This page is for the new (2018) course on Machine Learning.
Class Notices:
The class outline is here as a PDF file, and here in HTML.
A brief list of the topics we will treat is as follows.
Method of Evaluation:
Last year, we decided that the most useful way of evaluating our abilities with machine learning would be to get hold of a suitable data set and train an algorithm for some appropriate task. It was also decided that, although individual students are very welcome to carry out a project alone, it is also quite in order for students to work in pairs, and submit one single project for the two participants.
This year, the rules for the project are the same. Students may undertake their projects either alone, or in pairs. Projects should be submitted to me by email by the end of the year, that is, to be precise, December 31, 2020
People who would like to work with a partner, but have not yet found one, should email me to that effect, and I will try to find one. Contrariwise, people who would like to volunteer to serve as another person's partner should also email me.
Resources:
We will follow the textbook Deep Learning, by Goodfellow, Bengio, and Courville. I do not expect to have time to cover any more than the first two main sections of the book. The book is available online at this site. It is also available as a hardback physical book.
We will also use Hands-on Machine Learning with SciKit-Learn, Keras and TensorFlow, Aurélien Géron, O'Reilly 2017 in parallel with the other textbook. This is a revised and updated version of a book that for the past two years has turned out to be a really valuable resource.
Here are other resources. See the course outline for more information about them.
More resources
This link is to a set of short additional notes for the course. It begins with a discussion of the singular value decomposition, generalised matrix inverses, and principal components analysis.
The resources and links given here are things I found or was told about since setting up the resources above, and are not in the course outline.
Data and Python files
Although it is not hard to download the MNIST data directly from within Python, it may be more convenient to get the data from the MNIST_data directory. The names of the files are mostly self-explanatory, but those names beginning t10k contain the test data.
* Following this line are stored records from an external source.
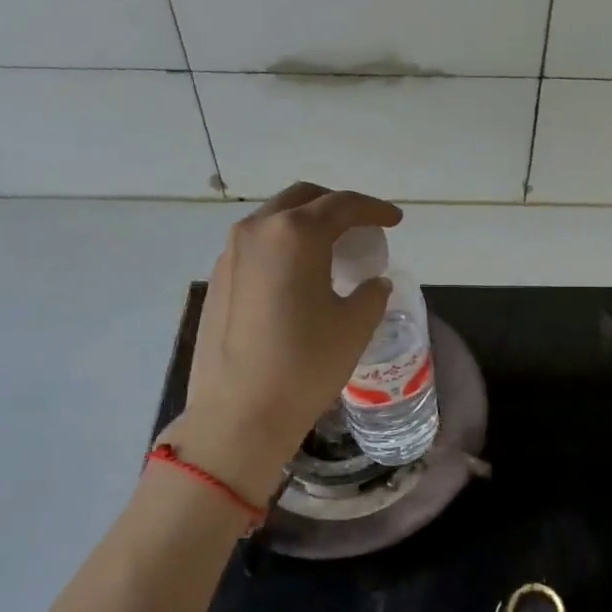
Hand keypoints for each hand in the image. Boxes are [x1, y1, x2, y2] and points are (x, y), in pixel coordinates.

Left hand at [170, 183, 400, 499]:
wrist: (239, 412)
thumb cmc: (305, 364)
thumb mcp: (354, 326)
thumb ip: (371, 293)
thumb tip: (373, 283)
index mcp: (296, 233)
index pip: (343, 205)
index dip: (374, 209)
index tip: (394, 220)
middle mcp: (258, 230)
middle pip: (303, 199)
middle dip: (336, 206)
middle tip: (360, 228)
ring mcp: (230, 253)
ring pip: (274, 219)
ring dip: (306, 224)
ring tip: (330, 251)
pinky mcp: (217, 278)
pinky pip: (256, 245)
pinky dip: (283, 246)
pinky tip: (296, 276)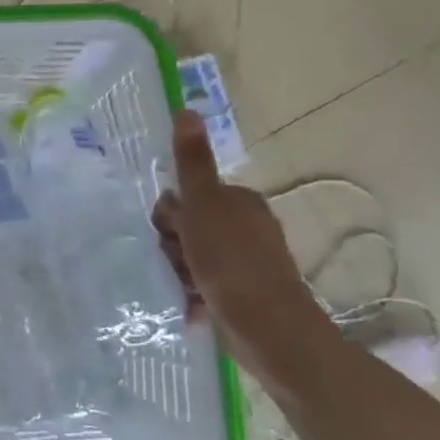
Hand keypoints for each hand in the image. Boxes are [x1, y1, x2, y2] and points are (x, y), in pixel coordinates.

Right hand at [151, 109, 336, 388]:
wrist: (269, 330)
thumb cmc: (232, 262)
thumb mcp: (203, 206)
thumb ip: (192, 162)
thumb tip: (187, 109)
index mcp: (239, 202)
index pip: (186, 196)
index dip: (170, 215)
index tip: (170, 233)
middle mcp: (245, 227)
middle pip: (186, 226)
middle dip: (173, 245)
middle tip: (177, 261)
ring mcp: (246, 262)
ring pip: (191, 256)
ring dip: (179, 270)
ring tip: (184, 287)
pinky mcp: (243, 293)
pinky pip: (203, 283)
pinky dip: (192, 292)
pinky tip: (190, 304)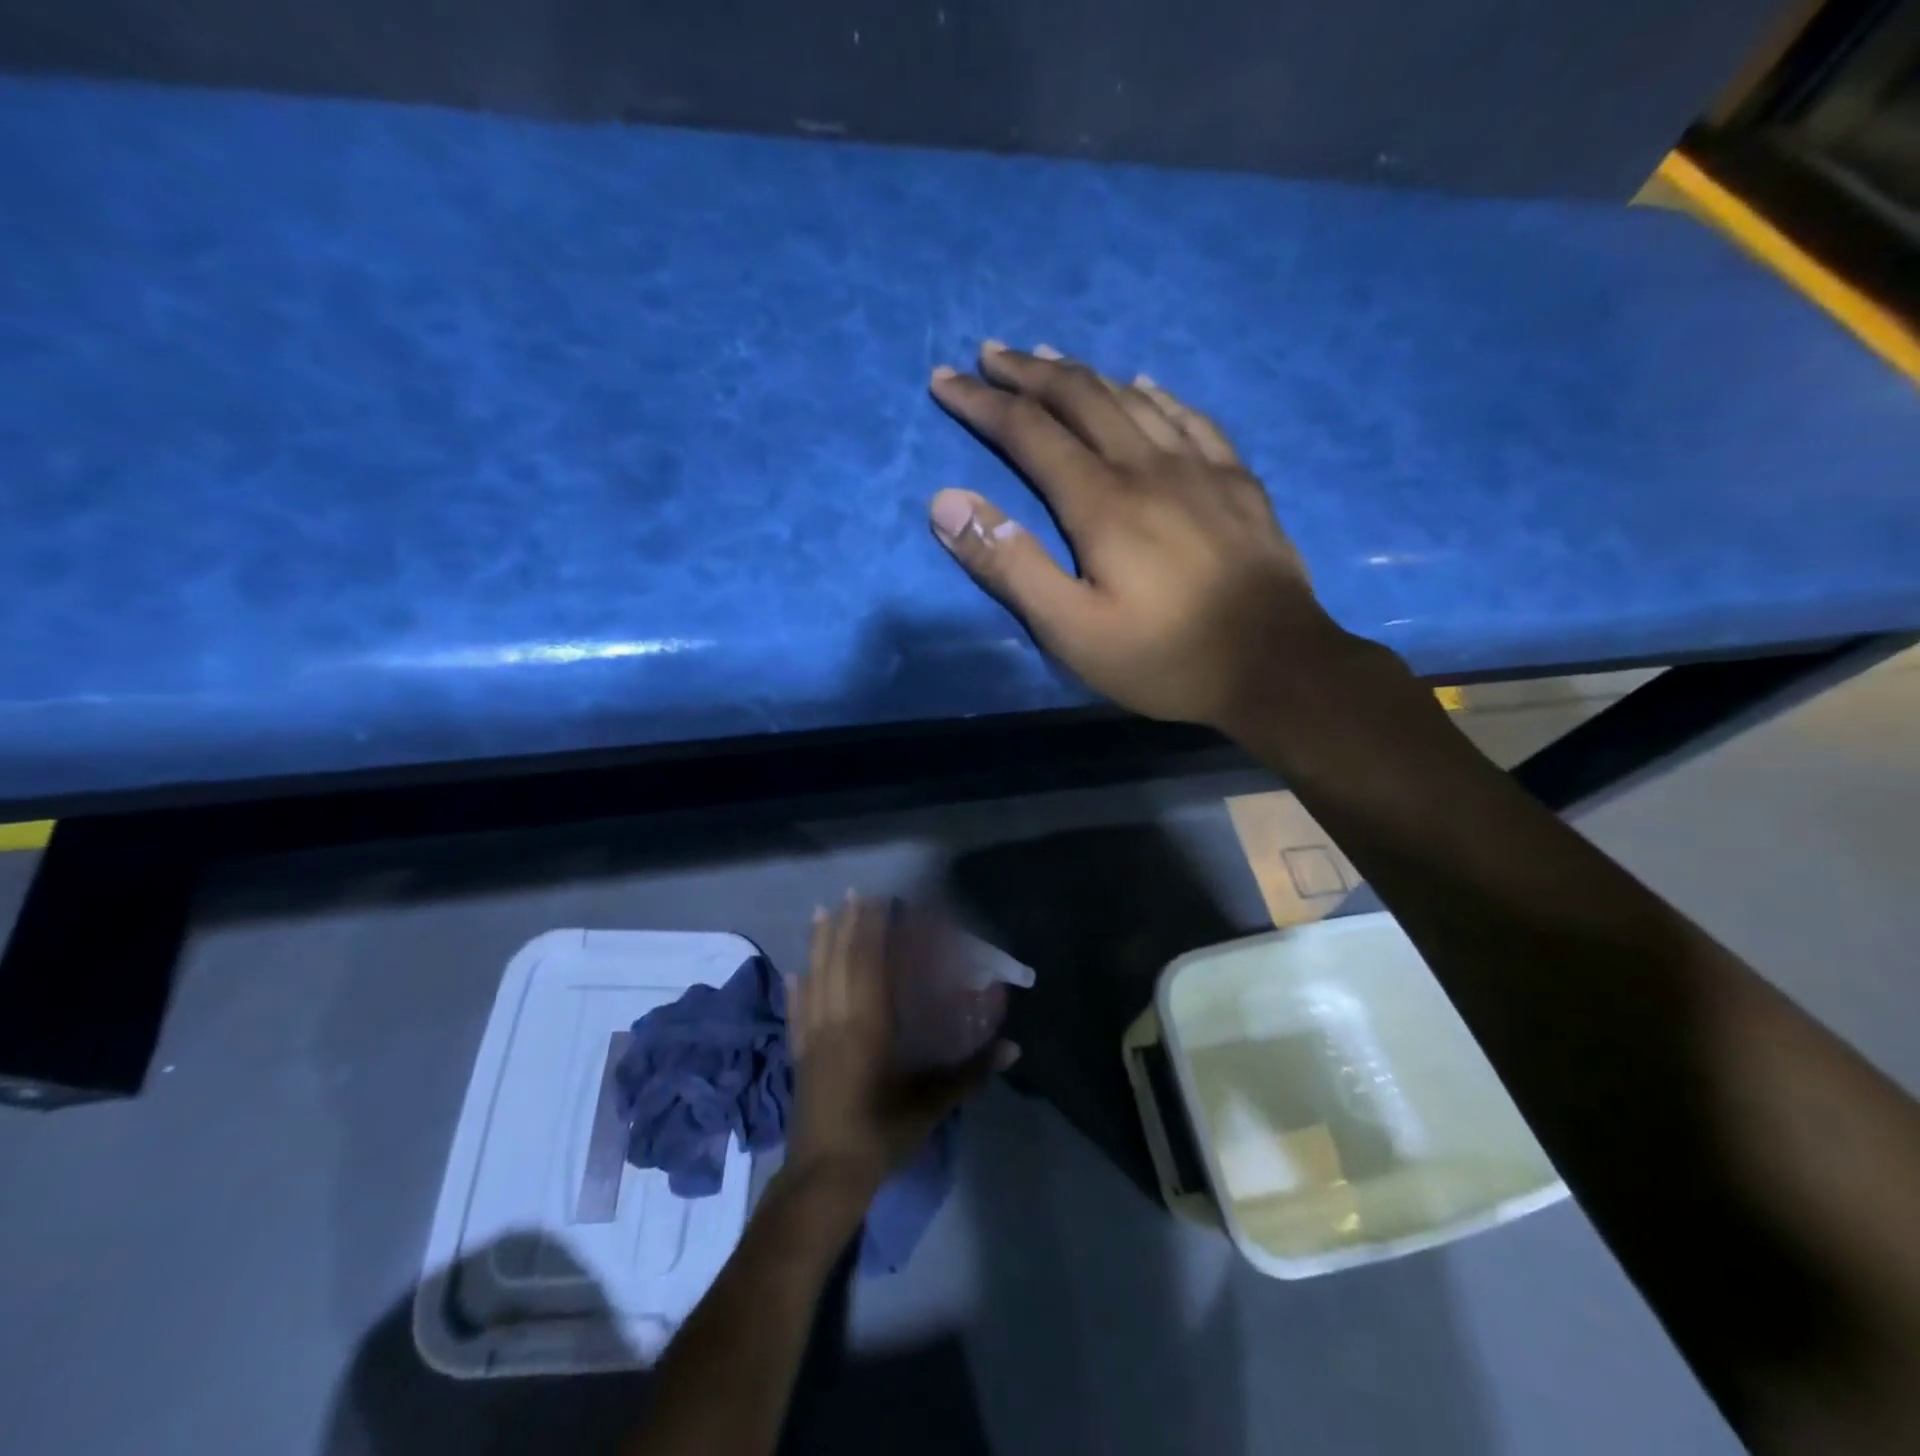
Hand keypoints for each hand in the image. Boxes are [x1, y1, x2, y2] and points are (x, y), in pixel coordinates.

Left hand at [783, 895, 1015, 1196]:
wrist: (825, 1177)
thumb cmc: (882, 1134)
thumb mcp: (932, 1104)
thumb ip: (971, 1072)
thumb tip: (1014, 1048)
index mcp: (870, 1023)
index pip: (871, 962)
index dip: (875, 930)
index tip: (882, 903)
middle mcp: (838, 1018)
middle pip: (840, 960)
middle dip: (847, 924)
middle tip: (854, 894)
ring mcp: (813, 1035)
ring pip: (815, 977)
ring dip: (819, 942)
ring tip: (821, 912)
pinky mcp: (799, 1054)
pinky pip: (796, 1011)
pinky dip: (795, 987)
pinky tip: (793, 971)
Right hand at [928, 342, 1337, 732]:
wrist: (1276, 667)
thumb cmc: (1164, 657)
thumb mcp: (1070, 629)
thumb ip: (1009, 564)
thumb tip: (946, 501)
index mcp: (1102, 501)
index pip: (1028, 431)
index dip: (981, 403)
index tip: (944, 380)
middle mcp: (1148, 467)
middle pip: (1081, 397)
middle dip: (1027, 373)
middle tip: (989, 354)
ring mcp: (1201, 469)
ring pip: (1133, 399)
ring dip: (1084, 374)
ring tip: (1050, 358)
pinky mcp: (1238, 484)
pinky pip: (1192, 419)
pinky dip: (1157, 394)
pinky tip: (1145, 384)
This Python file contains code for loading the files in the MNIST_data directory, and then performing some of the tasks we spoke about during the second class, taken from Chapter 3 of Géron's "Hands-on" book. In order to run it successfully, you will need to install a number of Python libraries. If you are still using Python2 (not recommended), the tool for installing libraries is pip; if you have moved on to Python3, it is called pip3.
Then, from a terminal, issue the command
pip3 install --upgrade jupyter matplotlib numpy pandas scipy scikit-learn
If you like, you can add tensorflow to the list of modules to install. We will want it later.
It is advisable, although it is not necessary, to do all of the above in a virtual environment, in order not to mess up anything else you may be doing with Python on your computer. First install another package:
pip3 install --user --upgrade virtualenv
Then, create a directory (or folder, as some call it) where you wish to work, and, from within this directory, issue the command
virtualenv -p python3 venv
You can alter venv to any other name you like. Then, from the same place where you created the virtual environment, do
source venv/bin/activate
You are now in your virtual environment, and can proceed to install the various packages mentioned above. Once you are finished, you can just type deactivate, and you have left the virtual environment.
Log of material covered
The first class was later than usual, because it is scheduled on Monday, and September 14 was the first Monday of term on account of Labour Day. We began by looking at the Preface of Géron's book, and then went to cover much of his Chapter 1. We stopped just before the section entitled "Main Challenges of Machine Learning".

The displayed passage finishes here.